Il parroco: «In spazi ristretti coltiviamo valori universali»

I PROTAGONISTI. Don Farina: «Il terremoto del 2004 ha congelato l'opera di ristrutturazione» 
Due centri giovanili per 5 comunità non penalizzano catechesi e svago .
DON GIOVANNI COMINARDI
Il parroco don Leonardo Farina
Non è più tempo di vacche grasse neanche per le parrocchie. C'è penuria di sacerdoti, mancano, soprattutto quelli giovani che, solo una ventina di anni fa, riuscivano a «coprire» tutti gli oratori. Ora, in seguito alla crisi delle vocazioni, con l'introduzione delle Unità Pastorali si cerca di fare di necessità virtù riorganizzando la catechesi e la pastorale giovanile. Sul territorio di Toscolano le parrocchie sono cinque contando quelle di Maderno, Cecina, Gaino e Monte. Ma il centro giovanile è aperto solo a Maderno e Toscolano. Il servizio è sulle spalle di un unico parroco, don Leonardo Farina, e gli oratori sono affidati all'impegno del giovane curato don Giovanni Cominardi.
Consci delle difficoltà, entrambi i sacerdoti hanno espresso i loro punti di vista.
«L'oratorio è il cuore della parrocchia - sostiene don Farina - e noi cerchiamo di affrontare il problema formativo-educativo dei ragazzi e dei giovani con il contributo dei laici. Fortunatamente abbiamo un curato che riesce a coprire le esigenze dei due oratori e vediamo che anche i ragazzi degli altri centri vicini incominciano a frequentare i centri giovanili.
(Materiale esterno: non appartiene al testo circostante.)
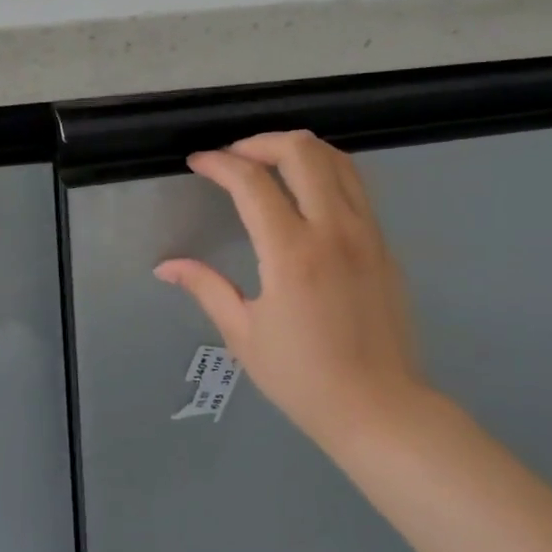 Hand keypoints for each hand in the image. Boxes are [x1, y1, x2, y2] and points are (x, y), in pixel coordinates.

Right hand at [155, 131, 439, 459]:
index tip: (198, 163)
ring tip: (268, 163)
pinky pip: (357, 187)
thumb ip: (205, 288)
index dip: (219, 163)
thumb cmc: (302, 378)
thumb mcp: (243, 334)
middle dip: (261, 142)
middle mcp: (334, 230)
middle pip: (302, 152)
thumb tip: (165, 266)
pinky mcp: (386, 246)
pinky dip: (326, 172)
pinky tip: (305, 193)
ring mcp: (367, 234)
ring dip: (299, 150)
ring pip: (339, 161)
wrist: (380, 409)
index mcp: (292, 253)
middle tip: (234, 157)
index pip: (252, 182) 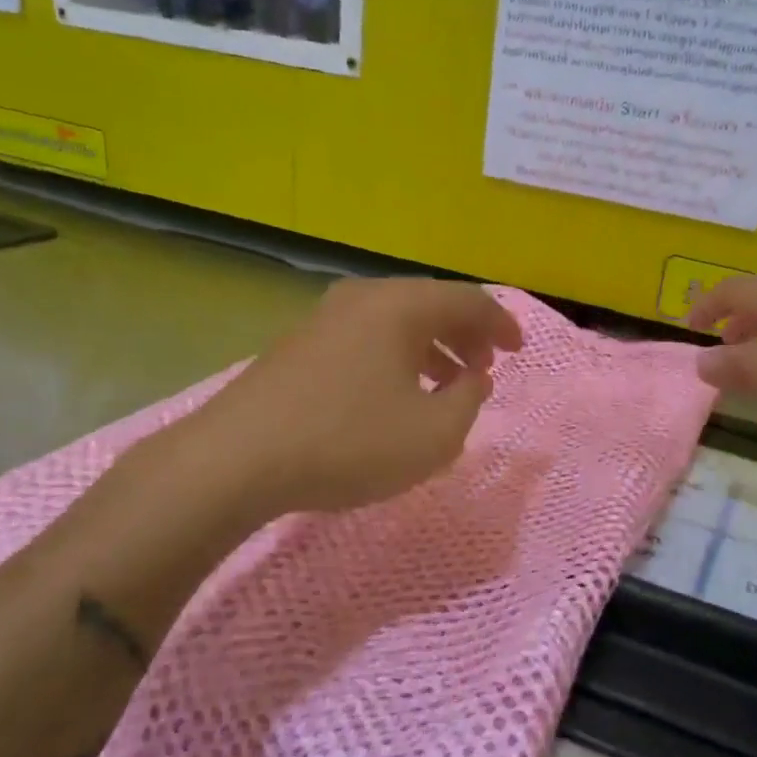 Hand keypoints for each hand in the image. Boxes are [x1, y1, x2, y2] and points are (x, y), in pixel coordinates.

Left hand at [197, 279, 524, 513]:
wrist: (237, 459)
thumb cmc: (348, 442)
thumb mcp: (433, 434)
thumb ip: (467, 400)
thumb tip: (472, 378)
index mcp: (401, 306)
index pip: (468, 300)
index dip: (501, 324)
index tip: (519, 350)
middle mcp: (364, 298)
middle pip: (431, 304)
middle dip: (466, 335)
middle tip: (485, 367)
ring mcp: (326, 318)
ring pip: (396, 321)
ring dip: (432, 347)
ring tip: (448, 383)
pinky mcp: (300, 344)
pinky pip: (367, 337)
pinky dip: (397, 357)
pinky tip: (396, 393) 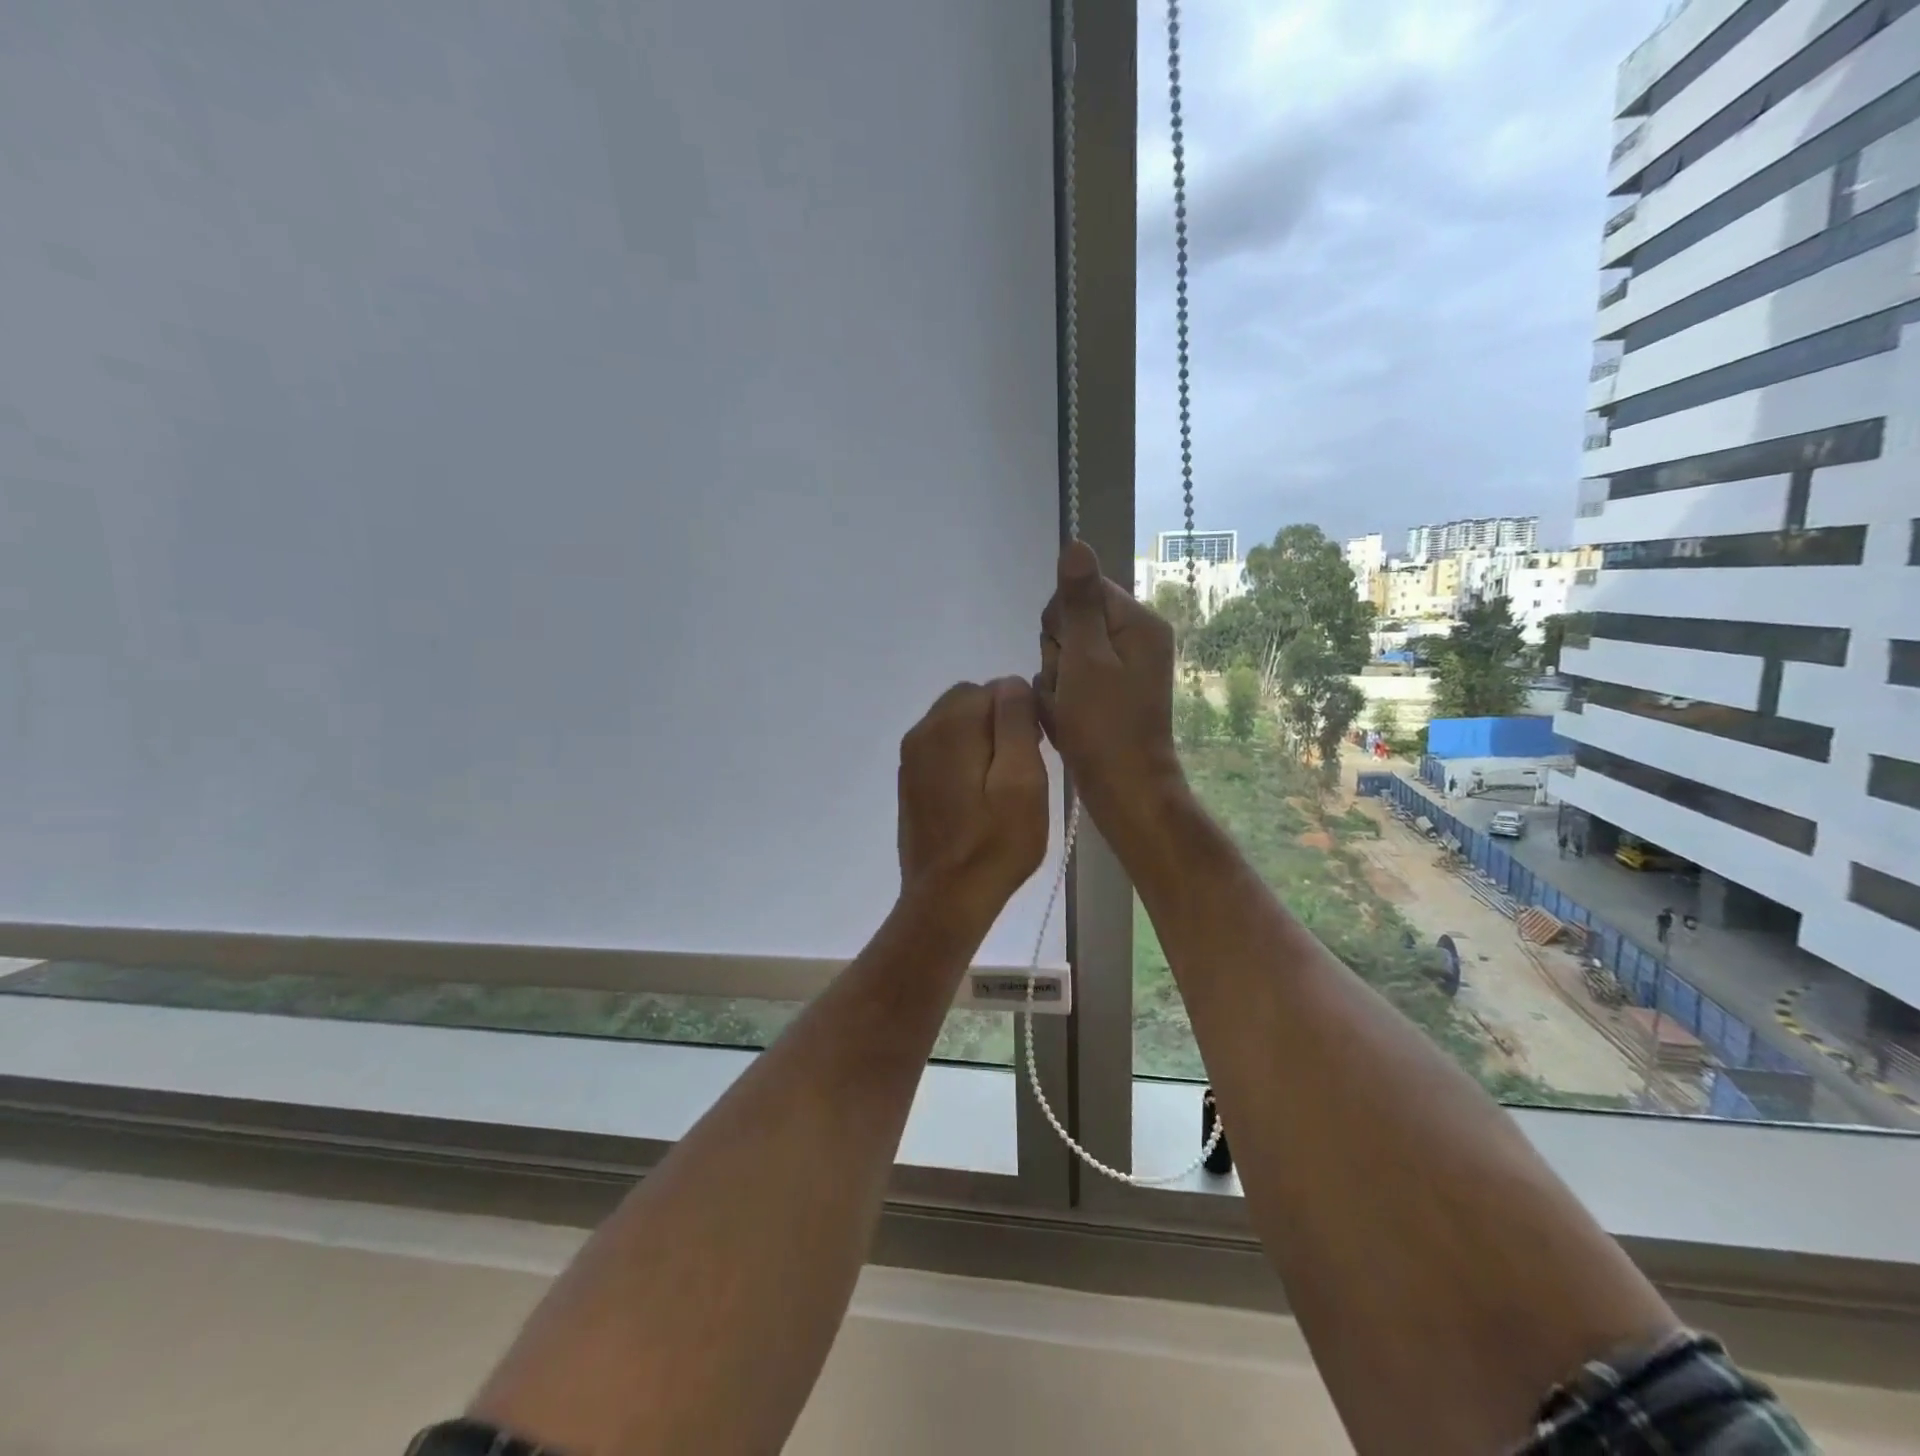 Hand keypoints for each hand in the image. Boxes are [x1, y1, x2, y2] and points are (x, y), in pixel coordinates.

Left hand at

Il Concilio Vaticano II - continua il parroco -, esaltava il ruolo dei laici all'interno della chiesa, e nel catechismo della chiesa si dichiara che nelle comunità ecclesiali, la loro azione è così necessaria che, senza di essa, l'apostolato dei Pastori, la maggior parte delle volte, non può raggiungere il suo pieno effetto».
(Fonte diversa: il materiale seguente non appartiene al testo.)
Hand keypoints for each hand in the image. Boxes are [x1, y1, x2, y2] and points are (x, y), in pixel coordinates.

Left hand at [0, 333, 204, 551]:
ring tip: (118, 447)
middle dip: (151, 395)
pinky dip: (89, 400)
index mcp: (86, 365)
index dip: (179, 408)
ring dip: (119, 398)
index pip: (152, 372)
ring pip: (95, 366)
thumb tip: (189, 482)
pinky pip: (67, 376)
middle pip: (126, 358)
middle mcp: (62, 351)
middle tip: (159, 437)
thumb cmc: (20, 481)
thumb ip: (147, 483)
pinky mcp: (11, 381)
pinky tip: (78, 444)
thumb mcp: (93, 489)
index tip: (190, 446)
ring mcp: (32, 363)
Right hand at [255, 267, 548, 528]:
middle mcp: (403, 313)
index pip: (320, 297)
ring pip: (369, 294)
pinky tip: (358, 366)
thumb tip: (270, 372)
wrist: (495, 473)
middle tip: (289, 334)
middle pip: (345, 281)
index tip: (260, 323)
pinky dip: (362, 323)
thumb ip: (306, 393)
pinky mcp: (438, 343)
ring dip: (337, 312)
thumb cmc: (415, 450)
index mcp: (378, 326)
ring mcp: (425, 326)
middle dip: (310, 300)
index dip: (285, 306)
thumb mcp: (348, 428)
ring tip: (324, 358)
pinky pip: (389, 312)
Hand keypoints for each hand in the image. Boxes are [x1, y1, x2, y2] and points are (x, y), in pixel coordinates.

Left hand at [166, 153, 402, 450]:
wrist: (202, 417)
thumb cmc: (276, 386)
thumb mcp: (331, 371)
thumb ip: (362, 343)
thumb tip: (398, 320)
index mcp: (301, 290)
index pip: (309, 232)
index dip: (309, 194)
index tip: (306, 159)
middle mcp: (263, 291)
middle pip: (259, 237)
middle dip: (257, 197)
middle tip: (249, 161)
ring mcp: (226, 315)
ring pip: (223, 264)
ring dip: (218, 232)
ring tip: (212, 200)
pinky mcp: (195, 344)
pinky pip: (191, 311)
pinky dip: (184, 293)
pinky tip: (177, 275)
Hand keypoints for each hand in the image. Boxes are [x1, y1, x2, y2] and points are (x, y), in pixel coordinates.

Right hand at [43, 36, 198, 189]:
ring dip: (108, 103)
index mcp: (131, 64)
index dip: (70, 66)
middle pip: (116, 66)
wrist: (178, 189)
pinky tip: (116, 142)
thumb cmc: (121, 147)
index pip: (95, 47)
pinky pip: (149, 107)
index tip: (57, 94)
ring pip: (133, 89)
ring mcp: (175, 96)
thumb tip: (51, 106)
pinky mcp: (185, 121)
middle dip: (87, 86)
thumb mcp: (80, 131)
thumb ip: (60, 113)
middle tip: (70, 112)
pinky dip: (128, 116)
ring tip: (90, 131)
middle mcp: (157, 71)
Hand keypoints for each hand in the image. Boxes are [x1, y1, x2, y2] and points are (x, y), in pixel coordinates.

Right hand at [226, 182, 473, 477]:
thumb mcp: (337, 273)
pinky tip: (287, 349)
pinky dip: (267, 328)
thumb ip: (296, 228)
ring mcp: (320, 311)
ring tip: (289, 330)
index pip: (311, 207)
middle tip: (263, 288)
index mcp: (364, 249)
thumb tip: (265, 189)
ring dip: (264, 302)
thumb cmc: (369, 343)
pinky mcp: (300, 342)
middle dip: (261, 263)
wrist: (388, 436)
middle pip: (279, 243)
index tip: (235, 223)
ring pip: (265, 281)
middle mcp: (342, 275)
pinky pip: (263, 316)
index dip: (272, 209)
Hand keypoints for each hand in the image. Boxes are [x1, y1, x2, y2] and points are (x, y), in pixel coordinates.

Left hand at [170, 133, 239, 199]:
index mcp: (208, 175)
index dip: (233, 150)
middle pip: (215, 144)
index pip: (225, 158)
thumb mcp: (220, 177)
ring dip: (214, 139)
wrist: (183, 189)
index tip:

«Anche noi stiamo lavorando in questo senso - continua don Farina -. Accanto al nostro ministero sacerdotale c'è la missione dei laici: insieme possiamo raggiungere i risultati che ci prefiggiamo. Noi abbiamo la massima fiducia in loro e stanno diventando validi punti di riferimento. La chiesa deve stare al passo con i tempi». L'oratorio di Maderno non ha bisogno di qualche aggiustamento?
«Purtroppo in questo senso stiamo ancora pagando dazio finanziario al terremoto del 2004 - ammette don Leonardo -. Le chiese sono state tutte lesionate e le prime cure le abbiamo dovute prestare a questi edifici del culto. Tuttavia, è indubbio che dovremo mettere mano ad alcuni interventi nell'oratorio di Maderno, secondo le possibilità che avremo in futuro. Ma non è solo questione di strutture». Infatti i don Giovanni Cominardi insiste con entusiasmo sulla funzione catechetica-formativa. «La nostra forza in questo campo è data da una forte presenza degli adolescenti - spiega il curato -. Sono 130 i ragazzi dai 14 ai 18 anni che frequentano l'oratorio; e numerosi sono anche gli universitari e i lavoratori». Oltre alla catechesi, quali iniziative avete messo in campo? «Durante l'estate organizziamo tre settimane di Grest - sottolinea don Giovanni - . Lo frequentano circa 160 bambini con una settantina di animatori. Facciamo passeggiate, li portiamo in piscina. Offriamo l'opportunità di passare un periodo al mare, a Cervia, e durante l'inverno di trascorrere alcuni giorni a Ponte di Legno. La parrocchia è generosa sotto questo aspetto, e anche il Comune è presente con il suo contributo».
Come sono i ragazzi del Garda? «Educati - risponde il curato -: deriva loro forse dal contatto costante con la diversa umanità dei turisti. Dal punto di vista dell'apertura al mondo, li trovo un po' chiusi. Non è il termine esatto: intendo dire che, poiché il tenore di vita è abbastanza elevato, è quasi naturale che accettino questo benessere e vi si adeguino senza vedere la realtà del mondo. Per questo ho portato un gruppo di una ventina di ragazzi in Mozambico, ospiti dei Padri della Sacra Famiglia di Martineng. Si sono occupati dell'attività di animazione dei coetanei della missione: un contatto che apre e forma alla conoscenza di realtà diverse dalla loro».G.B.M.